Sisters, a recent painting by BYU faculty artist James C. Christensen, is part of a series of new works he displayed in a late autumn one-man show in both Utah and Connecticut. Sisters, as well as the other art in the show, could be peeled, layer by layer, to reveal deeper symbols and intentions. The same could be said of Christensen, whose career has expanded beyond the corners of the university and the Intermountain West to interested galleries and audiences on the East and West coasts.

“My own metamorphosis in Sisters came as I painted it,” says Christensen. “I first thought the poor woman would be virtuous and the rich one elitist. But I realized most people I knew were closer to the rich lady’s side—and most were fine, good people. I almost slid into the common falsehood of assigning intrinsic virtue to poverty and inherent evil in having the goods of this world.” He chose instead to have both women serve the best way they could. The poor lady has a white violet, the symbol of hope and faith; the other, a strawberry, also humble, but a representation of the fruitful man. “The lady with money has the ability to do more good works—and because of her means she ought to—yet her strawberry is not quite ripe; maybe there is more for her to figure out.”

There is, no doubt, more to be discovered in all of Christensen’s art, but Christensen prefers to leave most of the understanding to the viewer, believing “there is so much more to a painting if you have to find it.” Vern Swanson, director of the Springville Museum of Art, feels that “Jim’s art gives us room to interpret. We can jump in, but we’ll discover we have a long journey to find the end in his work.”

Christensen’s art has the advantage of significant popular success. People like it. Willing audiences see his shows. In the early 1980s, he provided several paintings for Time-Life Books’ “Enchanted World” series. In 1984, NASA featured Low Tech, Christensen’s lighthearted tribute to space exploring barnstormers, for its twenty-fifth anniversary exhibition, “Visions of Other Worlds.” The Folger Shakespeare Memorial Library in Washington, D.C., offers a Christensen poster that is a montage of the bard’s plays and characters. Since 1985 the Greenwich Workshop in Trumbull, Connecticut, has used Christensen as its only fantasy painter among a stable of acclaimed artists that includes Americana specialist Charles Wysocki, creative wildlife artist Bev Doolittle, and western artist Tom Lovell. Christensen has managed these assignments and others while teaching full-time at BYU.

Christensen’s work is usually finely, even elaborately, detailed using a style focused on clarity of subject, form, color, and detail. He has worked as a commercial illustrator, but his work transcends illustration. “When I began taking fantasy work seriously, I used it primarily as illustration,” he says. “I painted the pictures in my mind that grow as I read people’s books. These paintings communicated everything immediately—usually a necessity in the commercial book market. Now, however, the ‘fantasies’ are my own and my choices are more symbolic. I’m using metaphors and fantasy parables to tell stories that will reach, inform, enlighten, and even amuse.”

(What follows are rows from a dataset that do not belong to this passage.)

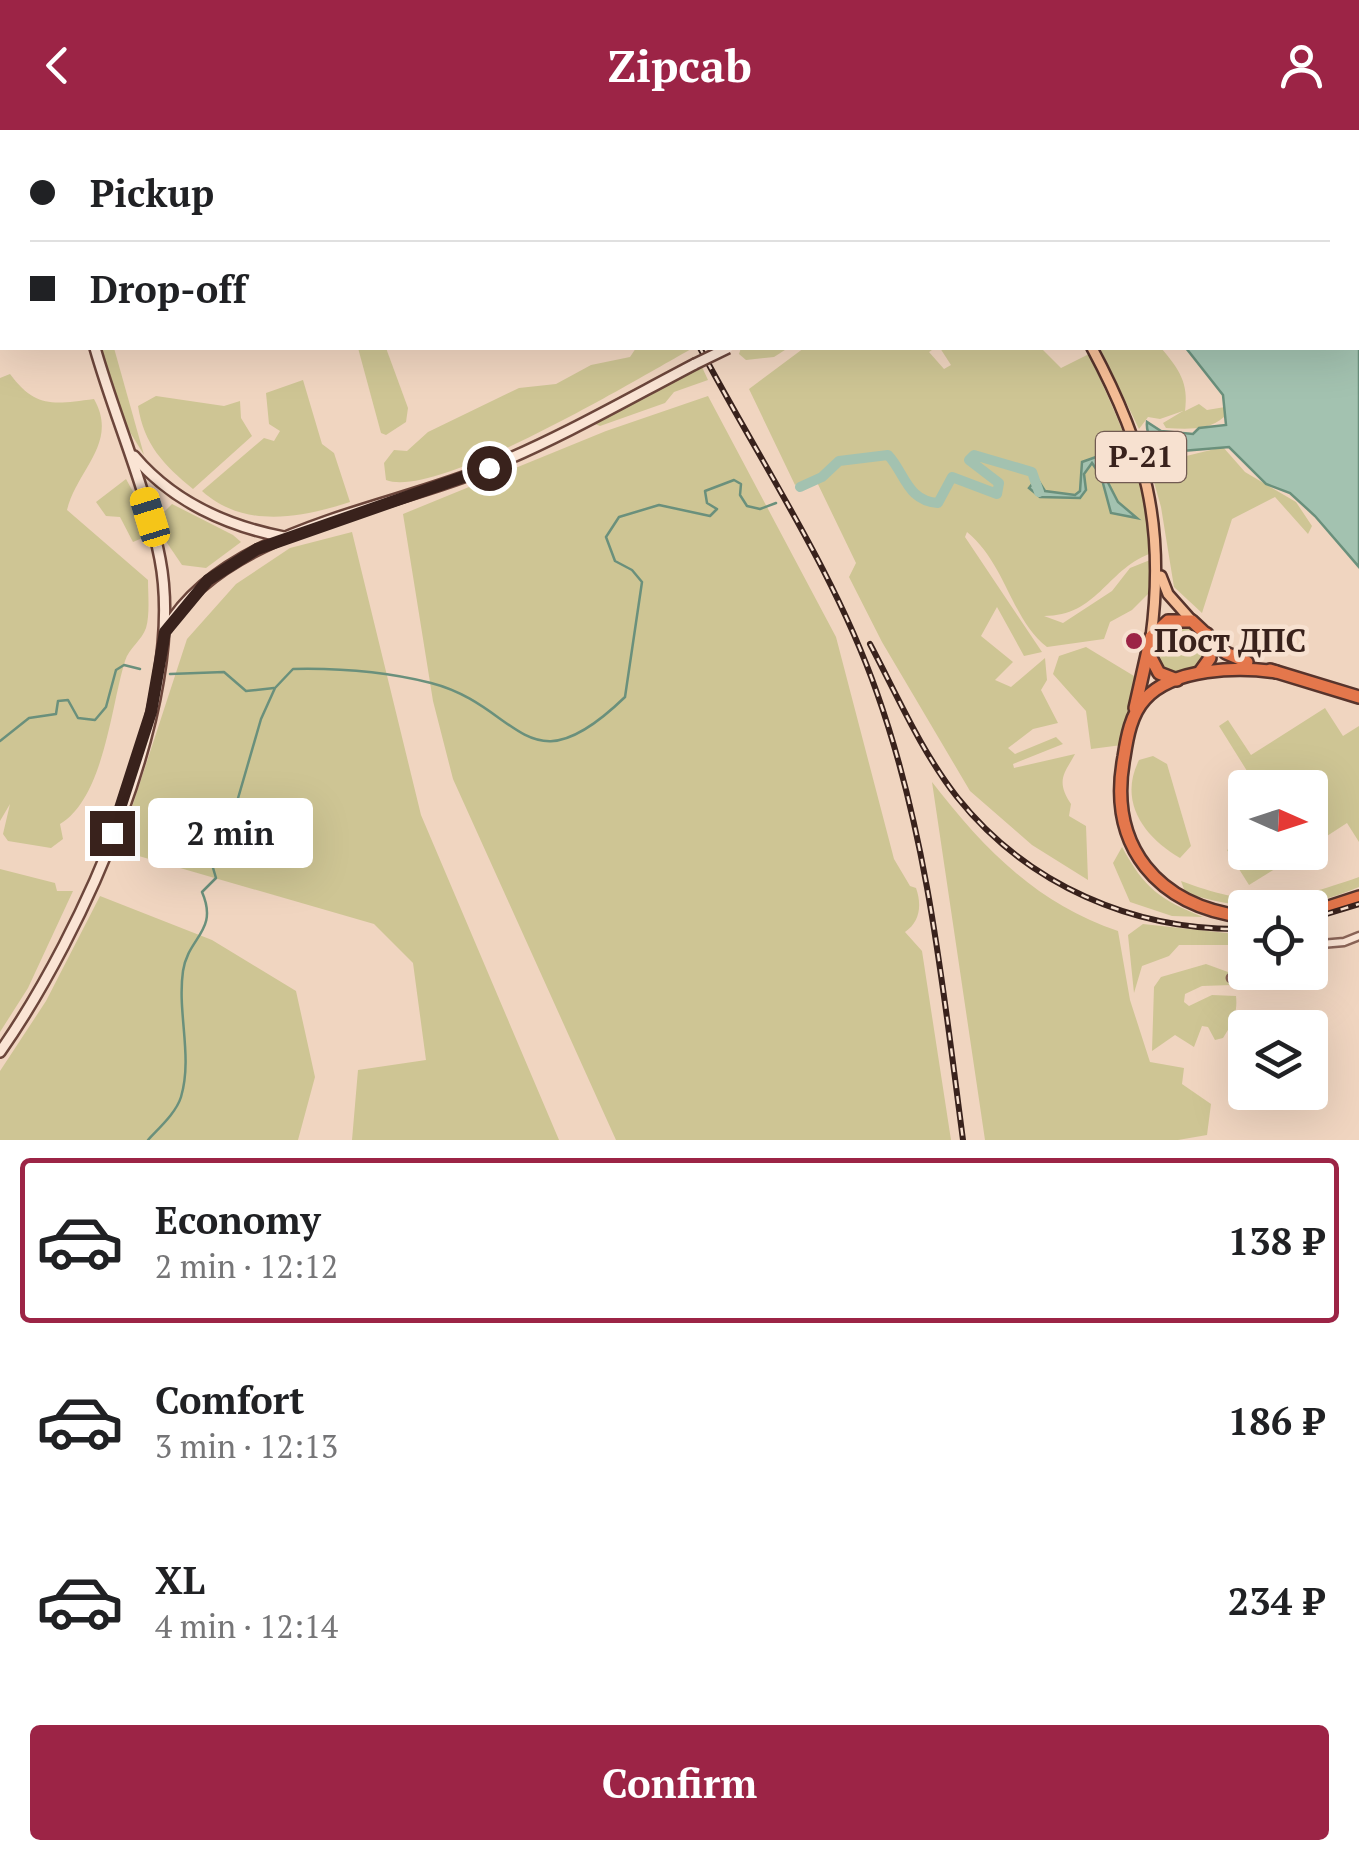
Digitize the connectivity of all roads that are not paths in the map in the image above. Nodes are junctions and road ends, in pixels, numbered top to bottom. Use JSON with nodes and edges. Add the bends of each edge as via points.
{"nodes":[{"id":1,"x":96,"y":350,"type":"edge"},
{"id":2,"x":724,"y":350,"type":"edge"},
{"id":3,"x":1093,"y":350,"type":"edge"},
{"id":4,"x":129,"y":450,"type":"junction"},
{"id":5,"x":285,"y":537,"type":"junction"},
{"id":6,"x":1158,"y":563,"type":"junction"},
{"id":7,"x":1192,"y":621,"type":"junction"},
{"id":8,"x":1204,"y":630,"type":"junction"},
{"id":9,"x":165,"y":632,"type":"junction"},
{"id":10,"x":1150,"y":644,"type":"junction"},
{"id":11,"x":1276,"y":672,"type":"junction"},
{"id":12,"x":1197,"y":675,"type":"junction"},
{"id":13,"x":1184,"y":680,"type":"junction"},
{"id":14,"x":1359,"y":697,"type":"edge"},
{"id":15,"x":1132,"y":722,"type":"junction"},
{"id":16,"x":1359,"y":897,"type":"edge"},
{"id":17,"x":1328,"y":907,"type":"edge"},
{"id":18,"x":1228,"y":914,"type":"edge"},
{"id":19,"x":1359,"y":936,"type":"edge"},
{"id":20,"x":1328,"y":943,"type":"edge"},
{"id":21,"x":0,"y":1052,"type":"edge"}],
"edges":[{"from":1,"to":4,"type":"street"},
{"from":2,"to":5,"type":"street","bridge":true,"via":[[489,468]]},
{"from":3,"to":6,"type":"main road","number":"Р-21","via":[[1138,449]]},
{"from":4,"to":5,"type":"street","via":[[197,508]]},
{"from":4,"to":9,"type":"street","via":[[161,561]]},
{"from":5,"to":9,"type":"street","via":[[208,580]]},
{"from":6,"to":7,"type":"main road","number":"Р-21","via":[[1168,594]]},
{"from":6,"to":10,"type":"main road","number":"Р-21"},
{"from":7,"to":8,"type":"highway","number":"Р-21"},
{"from":7,"to":10,"type":"highway","via":[[1168,621]]},
{"from":8,"to":11,"type":"highway","number":"Р-21","via":[[1231,656]]},
{"from":8,"to":12,"type":"highway","via":[[1210,658]]},
{"from":9,"to":21,"type":"street","via":[[151,712],[112,833],[44,983]]},
{"from":10,"to":13,"type":"highway","via":[[1160,673]]},
{"from":10,"to":15,"type":"highway","number":"Р-21"},
{"from":11,"to":12,"type":"highway","number":"Р-21","via":[[1226,666]]},
{"from":11,"to":14,"type":"highway","number":"Р-21"},
{"from":12,"to":13,"type":"highway","number":"Р-21"},
{"from":13,"to":15,"type":"highway","number":"Р-21","via":[[1150,694]]},
{"from":15,"to":18,"type":"highway","number":"Р-21","via":[[1120,787],[1136,853],[1157,882],[1184,902]]},
{"from":16,"to":17,"type":"highway"},
{"from":19,"to":20,"type":"street"}]}
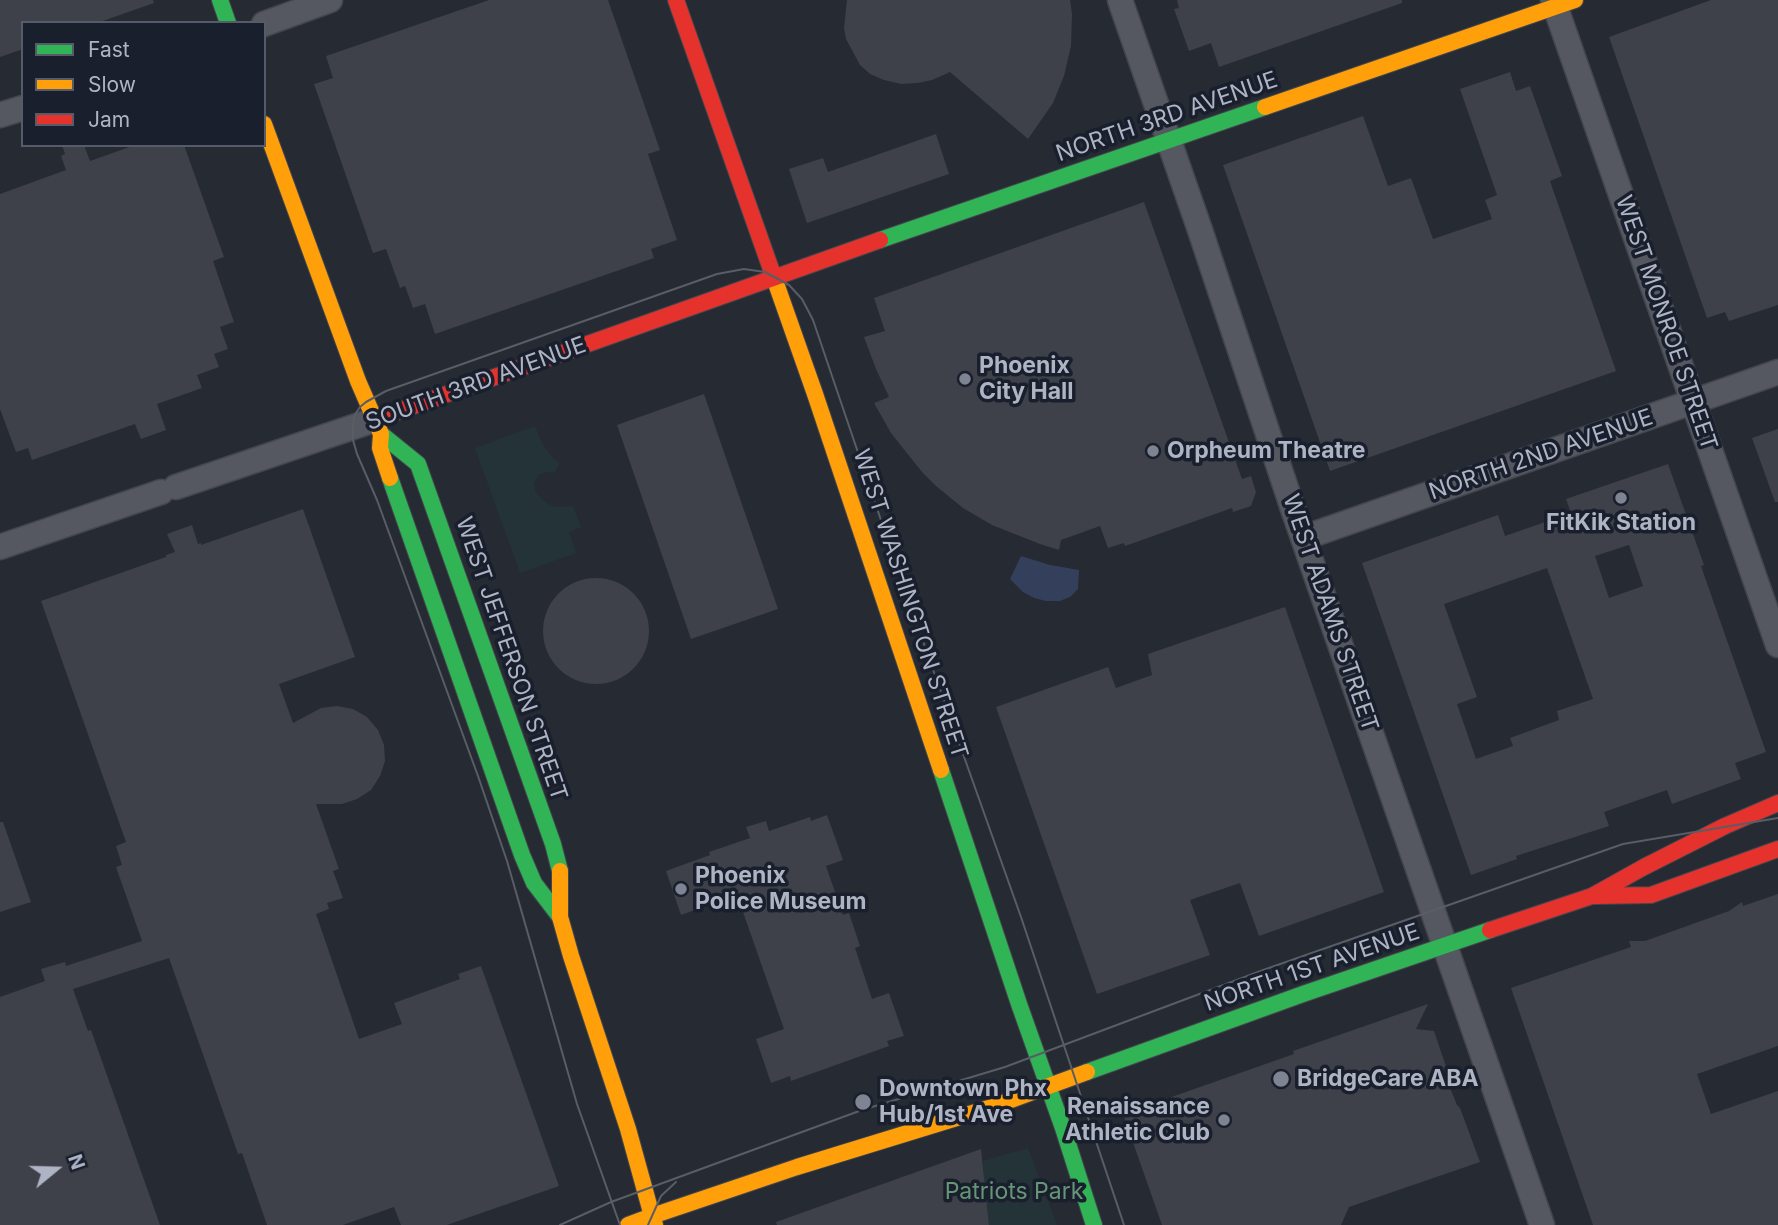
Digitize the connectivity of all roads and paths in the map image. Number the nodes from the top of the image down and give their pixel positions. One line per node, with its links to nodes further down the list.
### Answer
1 (220, 0): 6 (main road)
2 (330, 0): 7 (street)
3 (676, 0): 12 (main road, WEST WASHINGTON STREET)
4 (1120, 0): 11 (street, WEST ADAMS STREET)
5 (1561, 2): 11 (main road, NORTH 3RD AVENUE); 14 (street, WEST MONROE STREET)
6 (227, 21)
7 (266, 23)
8 (21, 108): 9 (street)
9 (0, 115)
10 (266, 129): 15 (main road, WEST JEFFERSON STREET)
11 (1169, 140): 12 (main road, NORTH 3RD AVENUE); 16 (street, WEST ADAMS STREET)
12 (775, 277): 15 (main road, SOUTH 3RD AVENUE); 24 (main road, WEST WASHINGTON STREET)
13 (1778, 372): 14 (street, NORTH 2ND AVENUE)
14 (1693, 402): 16 (street, NORTH 2ND AVENUE); 18 (street, WEST MONROE STREET)
15 (378, 427): 17 (street, SOUTH 3RD AVENUE); 22 (main road, WEST JEFFERSON STREET); 22 (main road, WEST JEFFERSON STREET)
16 (1303, 538): 23 (street, WEST ADAMS STREET)
17 (0, 547)
18 (1778, 645)
19 (1778, 803): 21 (main road, NORTH 1ST AVENUE)
20 (1778, 849): 21 (main road, NORTH 1ST AVENUE)
21 (1592, 896): 23 (main road, NORTH 1ST AVENUE)
22 (560, 917): 25 (main road, WEST JEFFERSON STREET)
23 (1446, 946): 24 (main road, NORTH 1ST AVENUE); 28 (street, WEST ADAMS STREET)
24 (1048, 1086): 25 (main road, NORTH 1ST AVENUE); 27 (main road, WEST WASHINGTON STREET)
25 (654, 1221): 26 (main road, NORTH 1ST AVENUE)
26 (628, 1225)
27 (1094, 1225)
28 (1542, 1225)

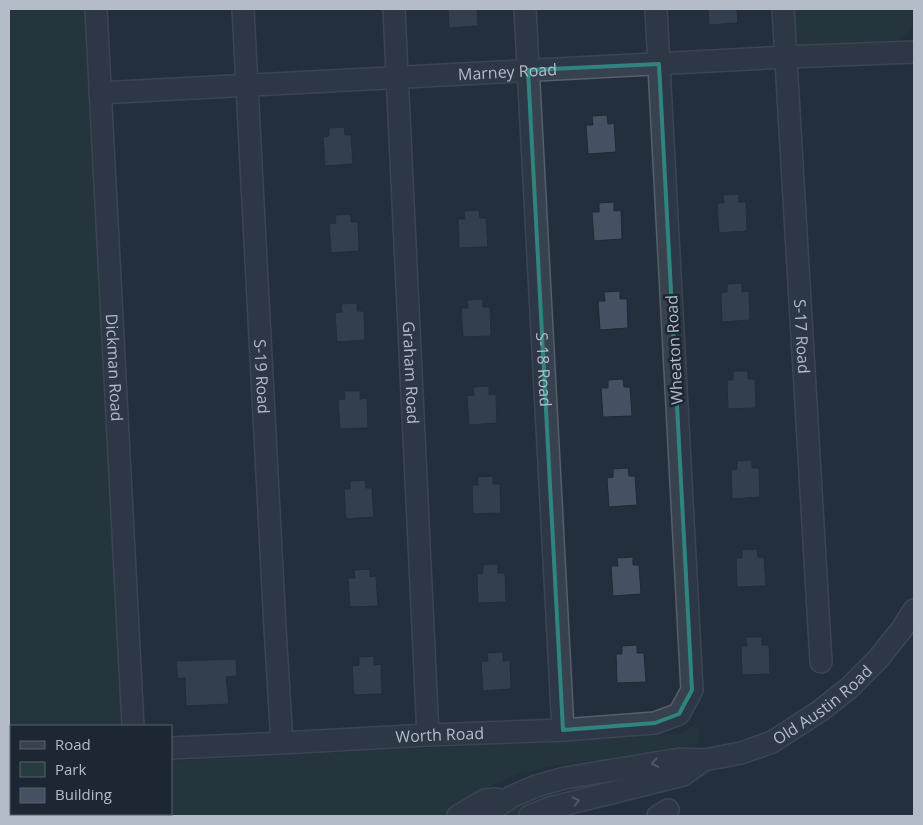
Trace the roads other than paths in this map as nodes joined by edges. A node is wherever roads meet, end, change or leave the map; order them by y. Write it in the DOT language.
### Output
graph roads {
  1 [pos="96,9"];
  2 [pos="243,9"];
  3 [pos="394,9"];
  4 [pos="525,9"];
  5 [pos="656,9"];
  6 [pos="783,9"];
  7 [pos="914,52"];
  8 [pos="786,57"];
  9 [pos="659,64"];
  10 [pos="528,70"];
  11 [pos="398,78"];
  12 [pos="247,86"];
  13 [pos="100,93"];
  14 [pos="914,610"];
  15 [pos="821,662"];
  16 [pos="692,690"];
  17 [pos="133,725"];
  18 [pos="563,730"];
  19 [pos="428,735"];
  20 [pos="282,743"];
  21 [pos="172,748"];
  22 [pos="704,760"];
  23 [pos="511,797"];
  24 [pos="458,816"];
  25 [pos="483,816"];
  26 [pos="530,816"];
  1 -- 13 [label="street, Dickman Road"];
  2 -- 12 [label="street, S-19 Road"];
  3 -- 11 [label="street, Graham Road"];
  4 -- 10 [label="street, S-18 Road"];
  5 -- 9 [label="street, Wheaton Road"];
  6 -- 8 [label="street, S-17 Road"];
  7 -- 8 [label="street, Marney Road"];
  8 -- 9 [label="street, Marney Road"];
  8 -- 15 [label="street, S-17 Road"];
  9 -- 10 [label="street, Marney Road"];
  9 -- 16 [label="street, Wheaton Road"];
  10 -- 11 [label="street, Marney Road"];
  10 -- 18 [label="street, S-18 Road"];
  11 -- 12 [label="street, Marney Road"];
  11 -- 19 [label="street, Graham Road"];
  12 -- 13 [label="street, Marney Road"];
  12 -- 20 [label="street, S-19 Road"];
  13 -- 17 [label="street, Dickman Road"];
  14 -- 22 [label="street, Old Austin Road"];
  16 -- 18 [label="street, Worth Road"];
  18 -- 19 [label="street, Worth Road"];
  19 -- 20 [label="street, Worth Road"];
  20 -- 21 [label="street, Worth Road"];
  22 -- 23 [label="street, Old Austin Road, one-way"];
  26 -- 22 [label="street, Old Austin Road, one-way"];
  23 -- 24 [label="street"];
  23 -- 25 [label="street"];
}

Often, for example, he uses fish in his work, symbols of profound life. He’ll follow the idea of fishing as a way to extract the unconscious elements from deep sources, “elusive treasure, legend—or wisdom.”

Christensen propels himself in new directions to keep his art fresh to himself. He challenges his technical expertise, for example, by moving from acrylic to oil, changing his scale, or working in a more abstruse way. He thinks of himself as “a player in the scene of contemporary art . . . but not on the cutting edge of mainstream artists.” By this he means he is not trying for a New York show to establish a reputation. “Being represented by galleries on both coasts doesn’t ‘count.’ Only New York ‘counts,’ and then only in a narrow geographic area where a group of critics and recognized galleries meet to identify and direct contemporary art movements. New movements seem to evolve every year-and-a-half. I don’t want to play that game because a lot of it is not valid. Many New York artists seem to have traded their souls for good public relations, losing the passion or belief that drives them.”

He’ll be an art school of one, if necessary, and said, “If I am ever identified with the mainstream culture, it’s because the culture has moved toward fantasy.” It appears the culture is moving that way.

[*** graphic omitted ***]
Sisters
acrylic


[*** graphic omitted ***]
Benediction
oil


[*** graphic omitted ***]
La Duquesa
oil


[*** graphic omitted ***]
Annunciation
oil


[*** graphics of sketches omitted ***]

About the author(s)

James C. Christensen is an associate professor of art at Brigham Young University.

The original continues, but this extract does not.